Incluso esos clásicos excelentes nos reservan momentos de espanto con las versiones de organillo Casio de principios de los ochenta que se oyen por la calle gracias a las “deliciosas” decoraciones de lucecitas navideñas que algunos vecinos cuelgan de sus balcones y que repiten machacona e inmisericordemente unos cuantos acordes muy conocidos de algún villancico famoso, pero con un sonido electrónico espantoso que nos recuerda a los más baratos teclados ochenteros.

No obstante, el paroxismo del horror llega con las malditas voces blancas: cada vez que escucho un villancico entonado por una cuadrilla de inocentes galopines me entran unas terribles ansias de cometer una heroicidad, es decir, de someterles a degollina como en los mejores momentos de Herodes. Puede que parezca un poco extremo, pero siempre he pensado que los niños deberían tener terminantemente prohibido cantar y, en caso contrario, que se atengan a las funestas consecuencias.
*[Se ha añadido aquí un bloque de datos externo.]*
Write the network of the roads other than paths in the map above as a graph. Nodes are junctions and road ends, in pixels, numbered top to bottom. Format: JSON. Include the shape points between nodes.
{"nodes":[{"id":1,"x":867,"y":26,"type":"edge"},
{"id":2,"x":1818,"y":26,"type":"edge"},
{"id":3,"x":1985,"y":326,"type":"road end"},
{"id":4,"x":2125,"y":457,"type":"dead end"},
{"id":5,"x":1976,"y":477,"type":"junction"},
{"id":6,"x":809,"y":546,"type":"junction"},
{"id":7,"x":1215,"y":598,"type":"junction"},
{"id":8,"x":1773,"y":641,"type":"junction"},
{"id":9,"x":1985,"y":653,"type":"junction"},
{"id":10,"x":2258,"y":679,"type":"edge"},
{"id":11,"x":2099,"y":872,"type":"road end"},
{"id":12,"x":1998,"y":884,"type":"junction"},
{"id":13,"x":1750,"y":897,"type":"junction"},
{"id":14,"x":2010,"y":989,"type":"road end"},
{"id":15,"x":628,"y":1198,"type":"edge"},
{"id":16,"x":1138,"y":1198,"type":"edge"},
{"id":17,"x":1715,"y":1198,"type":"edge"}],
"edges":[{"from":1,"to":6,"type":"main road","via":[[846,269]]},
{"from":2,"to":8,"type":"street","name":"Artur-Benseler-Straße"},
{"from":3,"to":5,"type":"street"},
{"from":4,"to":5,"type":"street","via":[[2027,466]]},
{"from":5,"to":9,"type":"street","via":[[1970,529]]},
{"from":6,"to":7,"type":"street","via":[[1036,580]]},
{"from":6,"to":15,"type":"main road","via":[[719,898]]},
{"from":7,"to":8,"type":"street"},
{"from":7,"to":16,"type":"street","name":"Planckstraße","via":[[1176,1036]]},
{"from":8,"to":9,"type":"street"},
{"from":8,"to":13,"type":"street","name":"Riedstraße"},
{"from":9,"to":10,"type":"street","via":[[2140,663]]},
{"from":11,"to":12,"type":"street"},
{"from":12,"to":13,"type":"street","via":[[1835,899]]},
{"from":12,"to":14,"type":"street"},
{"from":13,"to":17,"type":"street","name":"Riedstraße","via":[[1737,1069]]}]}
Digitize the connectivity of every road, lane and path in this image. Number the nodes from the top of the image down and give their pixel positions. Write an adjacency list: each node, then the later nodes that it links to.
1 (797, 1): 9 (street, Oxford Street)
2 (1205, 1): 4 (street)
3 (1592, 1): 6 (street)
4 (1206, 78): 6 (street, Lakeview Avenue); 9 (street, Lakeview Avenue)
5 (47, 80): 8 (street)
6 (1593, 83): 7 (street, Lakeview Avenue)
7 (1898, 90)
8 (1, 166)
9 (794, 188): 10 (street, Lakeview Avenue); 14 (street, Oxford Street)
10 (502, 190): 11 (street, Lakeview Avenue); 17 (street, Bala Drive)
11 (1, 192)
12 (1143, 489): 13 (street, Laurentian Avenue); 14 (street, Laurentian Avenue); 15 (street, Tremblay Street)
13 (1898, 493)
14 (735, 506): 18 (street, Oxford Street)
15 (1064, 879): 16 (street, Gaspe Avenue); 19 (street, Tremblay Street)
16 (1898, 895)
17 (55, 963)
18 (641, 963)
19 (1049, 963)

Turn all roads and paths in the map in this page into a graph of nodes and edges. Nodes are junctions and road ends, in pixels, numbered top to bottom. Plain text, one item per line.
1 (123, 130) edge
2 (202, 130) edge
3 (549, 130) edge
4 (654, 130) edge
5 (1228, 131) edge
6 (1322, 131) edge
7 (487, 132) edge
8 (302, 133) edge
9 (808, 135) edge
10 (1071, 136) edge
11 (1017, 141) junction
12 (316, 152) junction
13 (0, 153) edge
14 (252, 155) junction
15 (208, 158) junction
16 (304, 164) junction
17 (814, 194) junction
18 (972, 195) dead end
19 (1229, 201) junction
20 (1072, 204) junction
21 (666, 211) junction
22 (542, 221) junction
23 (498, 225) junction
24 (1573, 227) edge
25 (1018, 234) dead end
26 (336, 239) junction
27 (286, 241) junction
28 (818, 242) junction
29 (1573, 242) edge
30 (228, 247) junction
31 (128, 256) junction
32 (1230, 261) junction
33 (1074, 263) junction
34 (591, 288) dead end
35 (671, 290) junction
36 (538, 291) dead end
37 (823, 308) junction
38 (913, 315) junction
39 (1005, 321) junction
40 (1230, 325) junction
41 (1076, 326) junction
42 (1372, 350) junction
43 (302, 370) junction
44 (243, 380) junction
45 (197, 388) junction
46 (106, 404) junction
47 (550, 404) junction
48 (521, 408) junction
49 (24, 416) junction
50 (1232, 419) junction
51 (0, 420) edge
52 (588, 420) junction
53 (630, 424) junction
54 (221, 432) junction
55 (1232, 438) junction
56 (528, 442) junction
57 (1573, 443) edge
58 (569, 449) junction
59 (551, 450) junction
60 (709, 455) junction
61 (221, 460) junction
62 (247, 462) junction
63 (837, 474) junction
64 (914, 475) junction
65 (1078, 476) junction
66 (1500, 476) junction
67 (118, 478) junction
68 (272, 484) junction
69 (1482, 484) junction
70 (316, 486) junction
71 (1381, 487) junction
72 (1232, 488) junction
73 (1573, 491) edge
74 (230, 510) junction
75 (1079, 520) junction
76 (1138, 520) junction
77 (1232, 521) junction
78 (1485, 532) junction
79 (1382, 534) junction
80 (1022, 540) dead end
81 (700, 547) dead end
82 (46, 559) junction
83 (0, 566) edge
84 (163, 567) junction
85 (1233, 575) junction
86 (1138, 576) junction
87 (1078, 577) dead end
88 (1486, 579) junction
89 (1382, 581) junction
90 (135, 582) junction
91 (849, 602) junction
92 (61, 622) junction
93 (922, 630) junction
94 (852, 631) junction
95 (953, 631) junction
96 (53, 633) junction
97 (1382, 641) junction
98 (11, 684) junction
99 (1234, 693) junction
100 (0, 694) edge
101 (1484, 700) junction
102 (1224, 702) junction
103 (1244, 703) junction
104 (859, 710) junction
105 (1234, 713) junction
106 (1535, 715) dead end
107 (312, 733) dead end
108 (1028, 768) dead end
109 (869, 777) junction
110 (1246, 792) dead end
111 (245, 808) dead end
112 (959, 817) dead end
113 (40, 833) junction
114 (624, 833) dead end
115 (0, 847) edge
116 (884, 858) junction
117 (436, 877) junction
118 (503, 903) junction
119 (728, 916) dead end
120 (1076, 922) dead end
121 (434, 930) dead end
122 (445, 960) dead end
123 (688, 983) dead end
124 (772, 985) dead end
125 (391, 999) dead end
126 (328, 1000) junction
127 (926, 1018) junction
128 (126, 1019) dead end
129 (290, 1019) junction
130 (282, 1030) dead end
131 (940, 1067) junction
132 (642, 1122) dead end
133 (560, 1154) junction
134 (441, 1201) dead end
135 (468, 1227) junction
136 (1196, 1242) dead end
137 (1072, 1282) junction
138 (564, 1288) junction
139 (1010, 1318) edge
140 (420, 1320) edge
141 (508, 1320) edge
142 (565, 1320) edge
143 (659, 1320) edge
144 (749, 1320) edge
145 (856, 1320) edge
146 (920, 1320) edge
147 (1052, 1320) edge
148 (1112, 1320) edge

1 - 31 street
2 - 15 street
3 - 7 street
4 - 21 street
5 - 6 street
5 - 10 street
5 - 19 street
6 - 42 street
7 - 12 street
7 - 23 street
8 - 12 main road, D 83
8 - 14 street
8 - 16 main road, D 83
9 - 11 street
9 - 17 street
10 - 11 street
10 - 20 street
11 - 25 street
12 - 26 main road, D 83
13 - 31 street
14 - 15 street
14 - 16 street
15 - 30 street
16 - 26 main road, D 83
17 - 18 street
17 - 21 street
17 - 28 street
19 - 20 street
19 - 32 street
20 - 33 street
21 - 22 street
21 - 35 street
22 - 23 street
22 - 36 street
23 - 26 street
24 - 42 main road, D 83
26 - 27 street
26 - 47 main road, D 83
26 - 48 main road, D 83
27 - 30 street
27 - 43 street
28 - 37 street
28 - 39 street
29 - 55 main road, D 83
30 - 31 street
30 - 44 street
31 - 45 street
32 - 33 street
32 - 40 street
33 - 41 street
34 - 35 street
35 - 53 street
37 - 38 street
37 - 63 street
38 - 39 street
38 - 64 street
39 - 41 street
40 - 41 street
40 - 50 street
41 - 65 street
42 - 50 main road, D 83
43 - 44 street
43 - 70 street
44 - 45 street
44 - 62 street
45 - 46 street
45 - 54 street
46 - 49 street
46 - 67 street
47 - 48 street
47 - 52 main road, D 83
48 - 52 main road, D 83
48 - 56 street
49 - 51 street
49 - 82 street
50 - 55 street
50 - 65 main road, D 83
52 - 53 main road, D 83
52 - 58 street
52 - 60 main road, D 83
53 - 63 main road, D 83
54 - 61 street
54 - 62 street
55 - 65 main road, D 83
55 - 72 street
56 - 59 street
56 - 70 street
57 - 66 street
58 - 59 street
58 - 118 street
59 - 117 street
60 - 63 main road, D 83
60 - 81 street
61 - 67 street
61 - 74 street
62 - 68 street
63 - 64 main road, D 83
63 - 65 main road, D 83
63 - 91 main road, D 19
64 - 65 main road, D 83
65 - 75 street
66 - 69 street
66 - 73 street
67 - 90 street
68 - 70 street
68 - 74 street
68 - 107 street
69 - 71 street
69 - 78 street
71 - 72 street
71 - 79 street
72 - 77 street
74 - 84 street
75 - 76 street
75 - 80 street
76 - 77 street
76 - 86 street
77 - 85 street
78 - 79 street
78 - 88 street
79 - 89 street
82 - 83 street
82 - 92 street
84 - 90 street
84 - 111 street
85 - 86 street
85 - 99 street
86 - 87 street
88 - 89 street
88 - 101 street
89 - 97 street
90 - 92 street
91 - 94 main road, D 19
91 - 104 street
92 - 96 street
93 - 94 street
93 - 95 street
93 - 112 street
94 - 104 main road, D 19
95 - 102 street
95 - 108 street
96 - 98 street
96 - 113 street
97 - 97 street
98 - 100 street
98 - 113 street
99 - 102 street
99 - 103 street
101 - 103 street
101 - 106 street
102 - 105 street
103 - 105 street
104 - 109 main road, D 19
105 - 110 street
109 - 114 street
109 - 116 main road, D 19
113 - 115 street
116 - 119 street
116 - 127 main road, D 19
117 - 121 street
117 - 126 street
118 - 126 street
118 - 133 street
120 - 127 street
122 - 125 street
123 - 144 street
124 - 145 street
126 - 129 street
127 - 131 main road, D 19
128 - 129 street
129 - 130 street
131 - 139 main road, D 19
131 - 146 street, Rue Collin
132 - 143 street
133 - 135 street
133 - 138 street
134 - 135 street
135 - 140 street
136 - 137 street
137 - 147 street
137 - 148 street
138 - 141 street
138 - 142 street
Sin embargo, mi peor pesadilla musical navideña no fue producto de la Escolanía del Escorial sino de algo al mismo tiempo parecido y completamente diferente. Les cuento: en cierta ocasión y cuando la que hoy es mi mujer todavía no lo era y vivía en Valencia me fui a verla en tren con motivo de estas entrañables fechas. Hace ya algunos años de ello y los trenes no habían alcanzado determinados refinamientos de la civilización, así que en lugar de disfrutar de un hilo musical individual y discreto todos gozábamos de idéntico manjar sonoro: los villancicos más tradicionales en las encantadoras voces de los pitufos.

Para que no hubiese dudas sobre la intensidad del espíritu navideño que recorría las venas del responsable del tren (que no sé si sería el maquinista o el comandante, como en los aviones) la “música” (nótese el matiz de ironía) estaba puesta lo que vulgarmente se conoce como “a todo trapo”: literalmente a un nivel que impedía mantener una conversación si no era a gritos, imagínense por tanto lo imposible que resultaba leer o realizar cualquier otra actividad que requiriese un mínimo de concentración intelectual…

Pensaba yo que el interludio musical sería una forma de amenizar la espera en la estación y la llegada de los viajeros hasta que el convoy se pusiese en marcha, pero cuál no sería mi sorpresa cuando el tren abandonó la estación de Atocha a con los pitufantes sones a toda marcha. El momento no puedo ser más desmoralizante.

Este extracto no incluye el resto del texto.